In order to remove characters from a file, the length of the file must be reduced. There is no portable way to truncate a file, except to a size of 0.

A portable way to achieve your goal is to read the file contents in memory, perform whatever processing in memory and write back the new contents into a newly created file with the same name.

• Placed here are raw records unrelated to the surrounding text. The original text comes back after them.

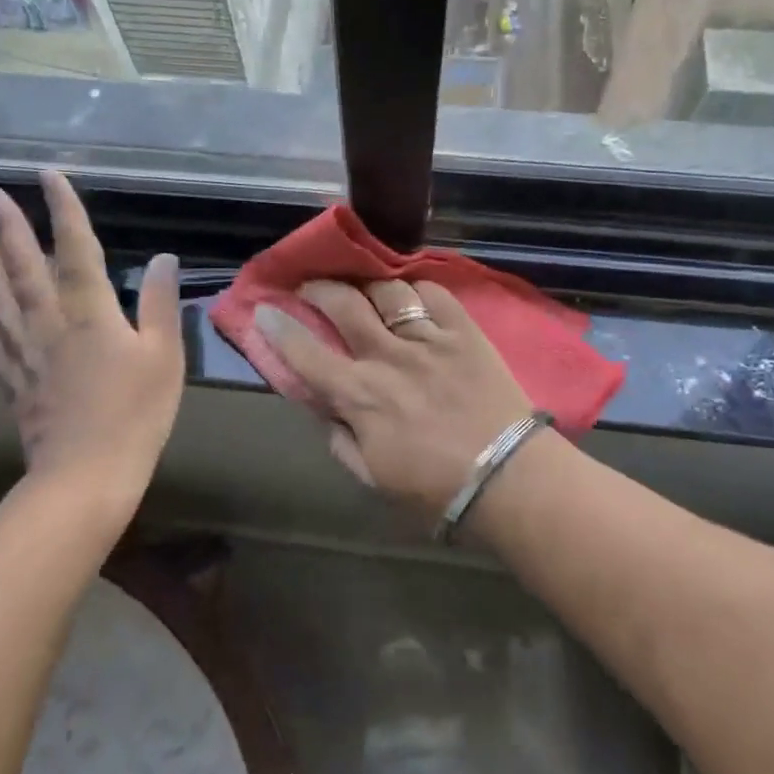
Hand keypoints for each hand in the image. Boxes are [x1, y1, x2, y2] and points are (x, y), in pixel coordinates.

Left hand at [0, 173, 182, 505]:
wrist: (86, 476)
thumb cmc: (135, 412)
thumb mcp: (164, 355)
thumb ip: (160, 303)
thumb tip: (163, 257)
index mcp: (90, 312)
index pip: (75, 248)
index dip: (63, 210)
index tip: (49, 176)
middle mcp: (50, 322)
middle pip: (26, 266)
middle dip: (10, 227)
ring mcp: (27, 353)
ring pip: (1, 298)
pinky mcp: (15, 382)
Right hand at [253, 279, 531, 515]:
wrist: (508, 479)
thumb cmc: (436, 488)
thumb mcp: (374, 477)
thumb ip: (342, 440)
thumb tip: (325, 409)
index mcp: (360, 395)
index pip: (306, 353)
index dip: (279, 328)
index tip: (264, 309)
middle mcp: (388, 356)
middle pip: (344, 303)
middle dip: (319, 287)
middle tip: (312, 286)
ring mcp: (428, 338)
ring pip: (387, 291)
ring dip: (367, 284)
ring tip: (364, 287)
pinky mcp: (463, 330)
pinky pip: (434, 293)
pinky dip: (417, 289)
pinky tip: (412, 295)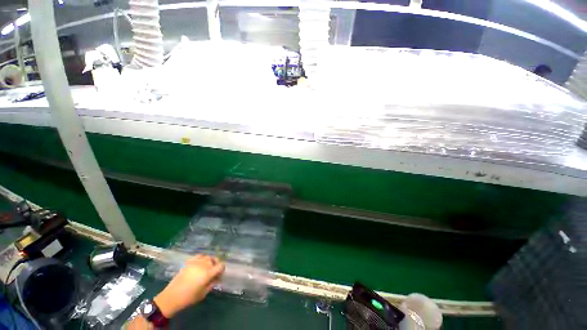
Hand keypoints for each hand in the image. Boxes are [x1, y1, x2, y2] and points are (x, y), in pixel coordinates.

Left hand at [153, 255, 224, 317]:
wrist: (171, 297)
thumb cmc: (189, 298)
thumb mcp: (204, 293)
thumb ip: (212, 283)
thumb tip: (216, 278)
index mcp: (208, 273)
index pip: (221, 265)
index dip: (222, 269)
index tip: (219, 275)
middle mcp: (203, 265)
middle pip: (214, 260)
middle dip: (216, 265)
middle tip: (213, 273)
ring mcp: (196, 262)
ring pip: (207, 257)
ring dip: (209, 261)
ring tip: (206, 268)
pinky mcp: (189, 262)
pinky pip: (199, 256)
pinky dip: (202, 259)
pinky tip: (200, 264)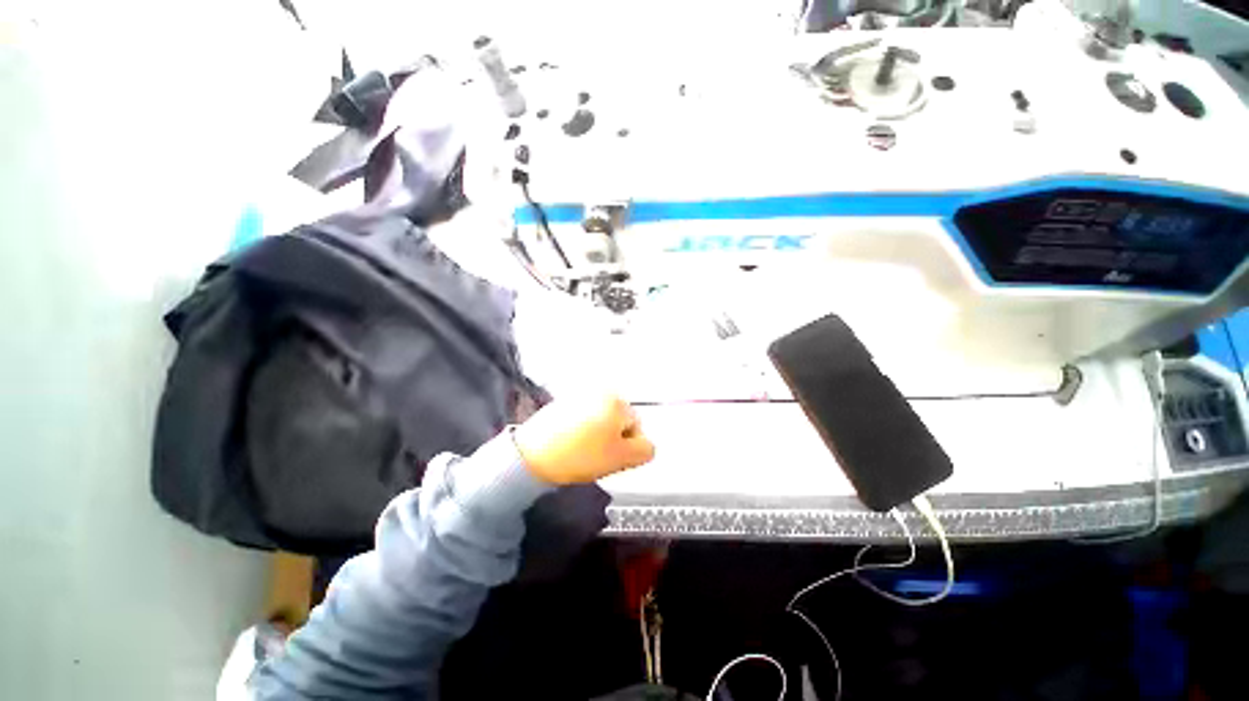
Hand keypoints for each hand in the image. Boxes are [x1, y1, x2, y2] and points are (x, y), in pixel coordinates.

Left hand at [513, 394, 655, 484]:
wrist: (533, 456)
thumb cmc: (579, 455)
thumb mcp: (622, 459)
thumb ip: (645, 451)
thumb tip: (647, 445)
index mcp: (616, 401)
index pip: (636, 426)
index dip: (627, 446)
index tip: (611, 457)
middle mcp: (599, 392)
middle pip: (618, 421)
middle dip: (612, 438)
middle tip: (597, 455)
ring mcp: (579, 395)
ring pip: (600, 421)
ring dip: (597, 436)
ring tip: (582, 451)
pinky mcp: (562, 403)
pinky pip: (582, 419)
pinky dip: (581, 431)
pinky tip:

Here is an example with error checking:

#include <stdlib.h>

int main(void) {
    FILE *fp = fopen("sortie.txt", "r");
    if (fp == NULL) {
        perror("cannot open sortie.txt for reading");
        return 1;
    }
    char *buffer = NULL;
    size_t length = 0, size = 0;
    int c, last = '\n';
    while ((c = getc(fp)) != EOF) {
        if (c != '\n' || last != '\n') {
            if (length >= size) {
                size_t new_size = size + size / 2 + 32;
                char *new_buffer = realloc(buffer, new_size);
                if (new_buffer == NULL) {
                    perror("cannot reallocate buffer");
                    free(buffer);
                    fclose(fp);
                    return 1;
                }
                buffer = new_buffer;
                size = new_size;
            }
            buffer[length++] = (char)c;
        }
        last = c;
    }
    fclose(fp);
    fp = fopen("sortie.txt", "w");
    if (fp == NULL) {
        perror("cannot open sortie.txt for writing");
        free(buffer);
        return 1;
    }
    int status = 0;
    size_t written = fwrite(buffer, 1, length, fp);
    free(buffer);
    if (written != length) {
        fprintf(stderr, "error writing to sortie.txt: %zu written, expected %zu\n",
                written, length);
        status = 1;
    }
    if (fclose(fp)) {
        perror("error closing sortie.txt");
        status = 1;
    }
    return status;
}

The problem with this approach is the potential data loss if the program is interrupted at the wrong time before the updated contents is fully written.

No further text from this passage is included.